Mais bien que nous soyons à deux pas de la Place Pigalle qui occupa nombre de soirées lors de nos descentes en b***e avec l’ami Dugommier et les collègues de la brigade mondaine, la petite à laquelle je fais référence n’est point une de ces arpenteuses au ton rocailleux et qui arborent une tenue en vitrine de Noël pour ados en chaleur.
Non point !
Yasmina, c’est la fraîcheur, la candeur, une petite frêle et mignonne comme un cœur. Les yeux d'un noir de jais, la peau bronzée comme un retour de cong'paie, et un sourire à décontenancer n'importe quel loubard du quartier, elle compte déjà ses cinq années de vie, six peut-être, et cette gamine dégage une tendresse intérieure dont elle sait user à bon escient.
Yasmina, c’est la joie de vivre, un caractère heureux et une voix cristalline dont les soli ensoleillent la boutique des frères Hessine lorsqu’elle vient à y passer.

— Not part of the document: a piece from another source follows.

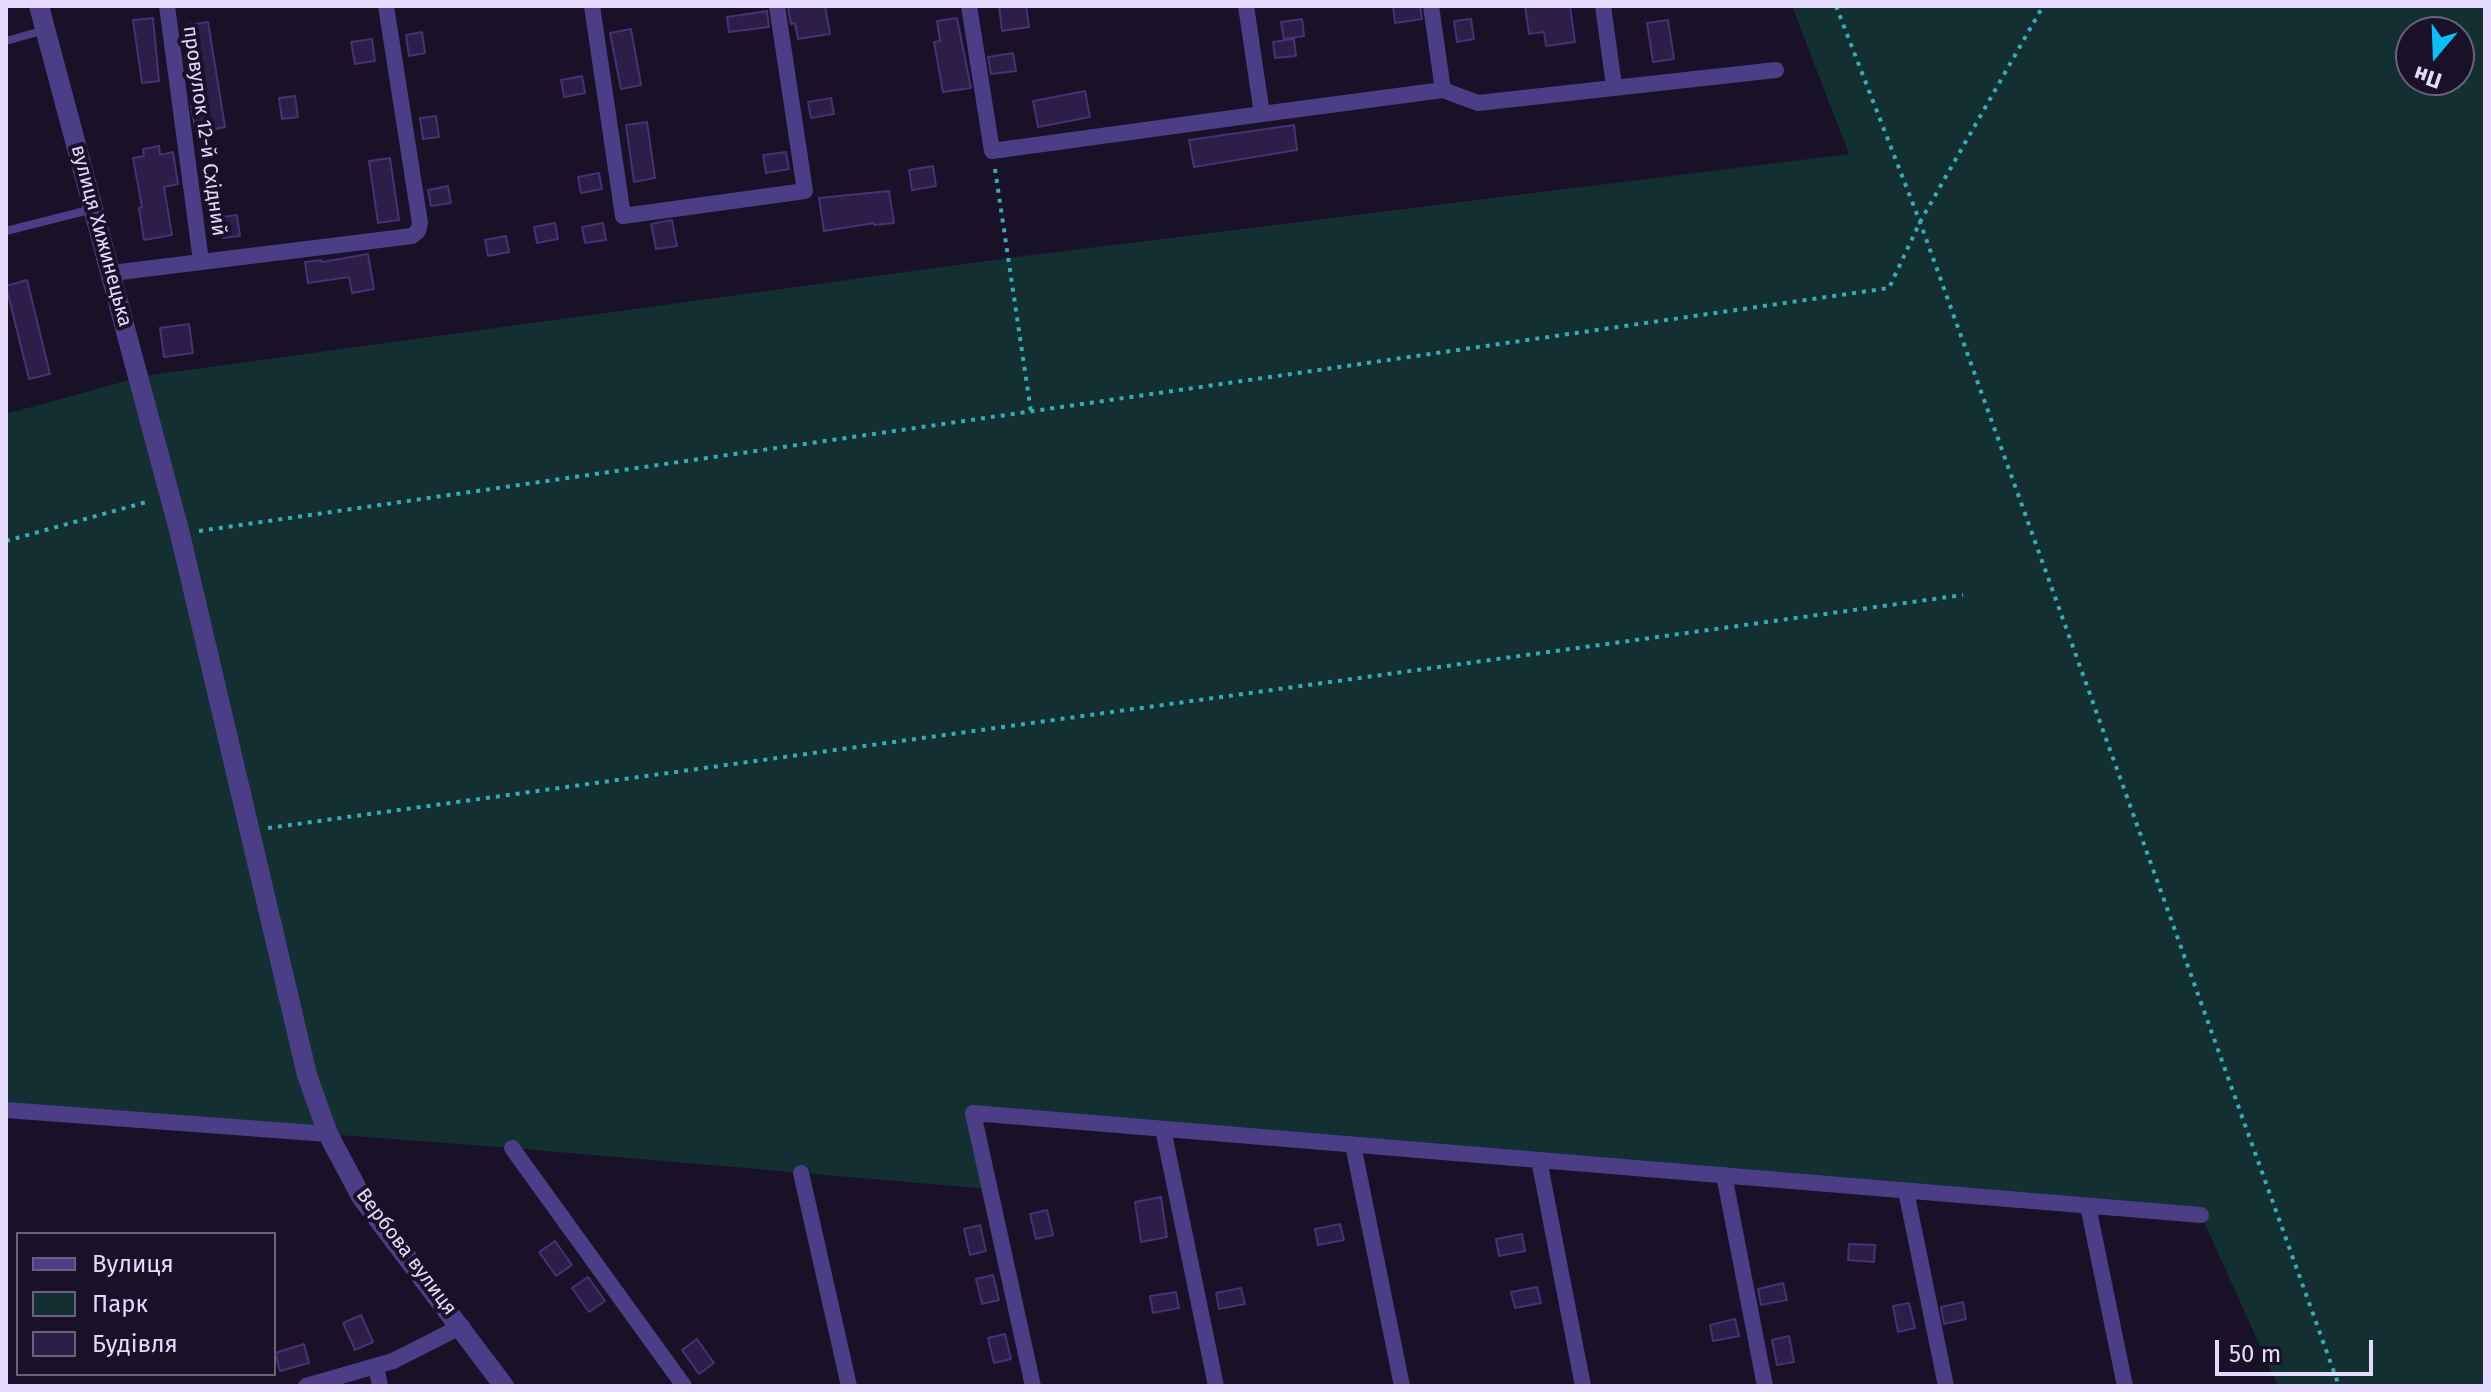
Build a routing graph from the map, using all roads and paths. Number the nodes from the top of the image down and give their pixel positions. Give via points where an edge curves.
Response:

Enfin Yasmina la nièce d’Ahmed, la fille de Mouloud, sa chérie comme il aime à le ressasser, celle qui un jour sera une diva, a su toucher le cœur de cette montagne de réserviste. Car lorsque Gueule de Marbre attend sa monnaie à la caisse, la future cantatrice, le ton enjôleur, lui dit toujours :
— Qu'est-ce que tu me donnes aujourd'hui ?
Bien que se montrant aussi dur que l'acier trempé auprès de ses congénères, l’ancien para a toujours fondu devant l’angélisme de la petite algéroise. Et, une fois encore, le militaire retire une pièce du comptoir pour la poser dans la main délicate mais déjà tendue de Yasmina.

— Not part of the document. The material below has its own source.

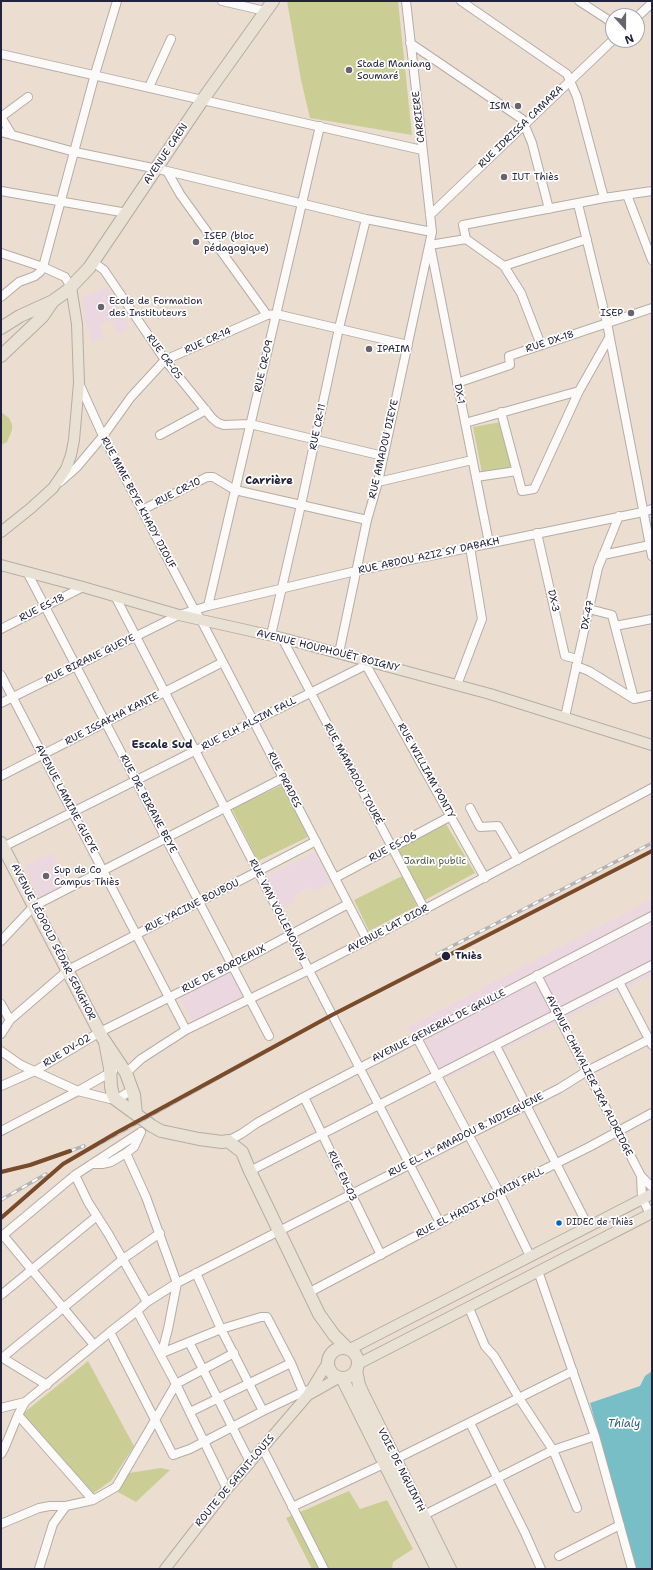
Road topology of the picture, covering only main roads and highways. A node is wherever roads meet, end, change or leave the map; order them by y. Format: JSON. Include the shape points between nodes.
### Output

— Qu'est-ce qu'on dit, répète inlassablement Gueule de Marbre.
Pour toute réponse, la petite fait une pirouette en chantonnant et s'en retourne chez elle en sautillant.
Mais ce 20 mars, à cinquante balais, le para reprend du service.

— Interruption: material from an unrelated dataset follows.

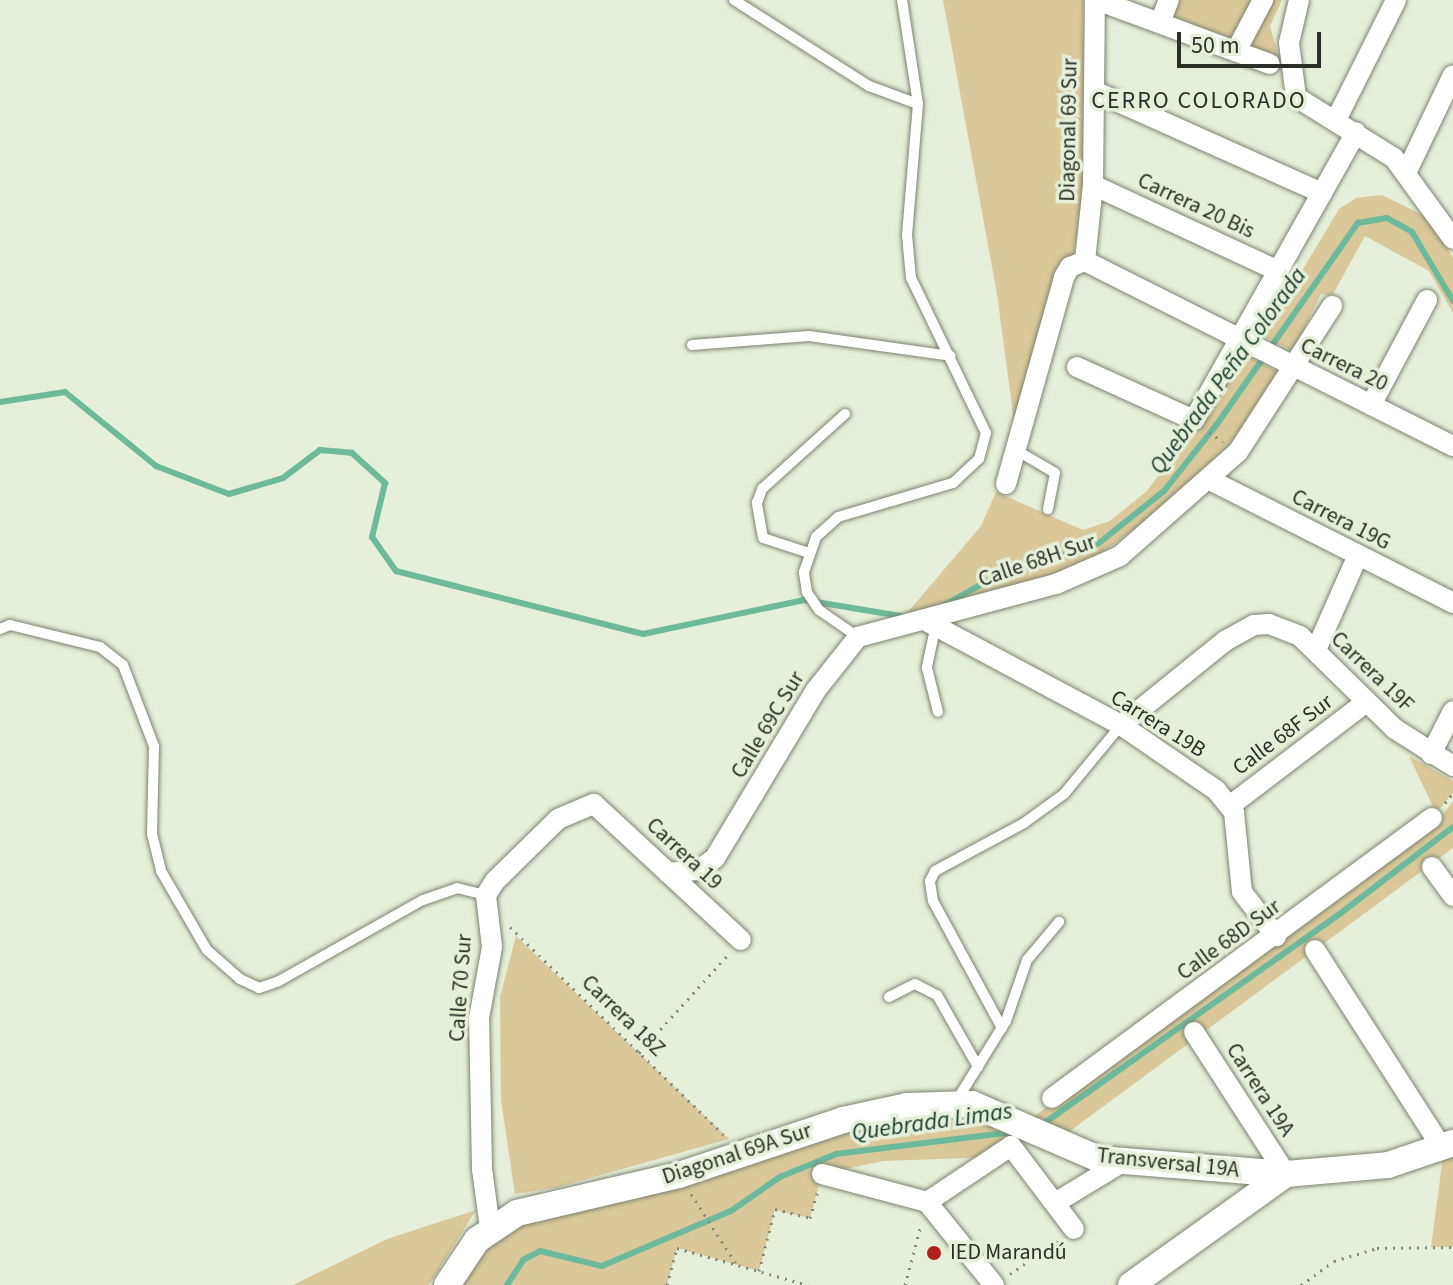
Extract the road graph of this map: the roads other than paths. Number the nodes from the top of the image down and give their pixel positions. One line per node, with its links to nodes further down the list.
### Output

Pourquoi ? Nul ne le sait. Toujours est-il qu’après avoir sacrifié aux briefs de comptoir, il a fait savoir à l’assemblée des taste-vin qu'il partait vers une destination inconnue et sans en préciser la durée. Et en venant honorer l'épicerie de ses derniers achats, il s'adresse à Mouloud en tendant lui un billet.
— Tiens, voilà pour la petite. Je ne la vois pas aujourd'hui dans ta boutique, je te laisse le soin de lui remettre.
C’est ainsi que Georges le baroudeur a quitté les Batignolles en cette première journée de printemps, un printemps arabe dans la boutique d’Ahmed et Mouloud.
La blague, c'est pas son truc à Georges Sanfrin.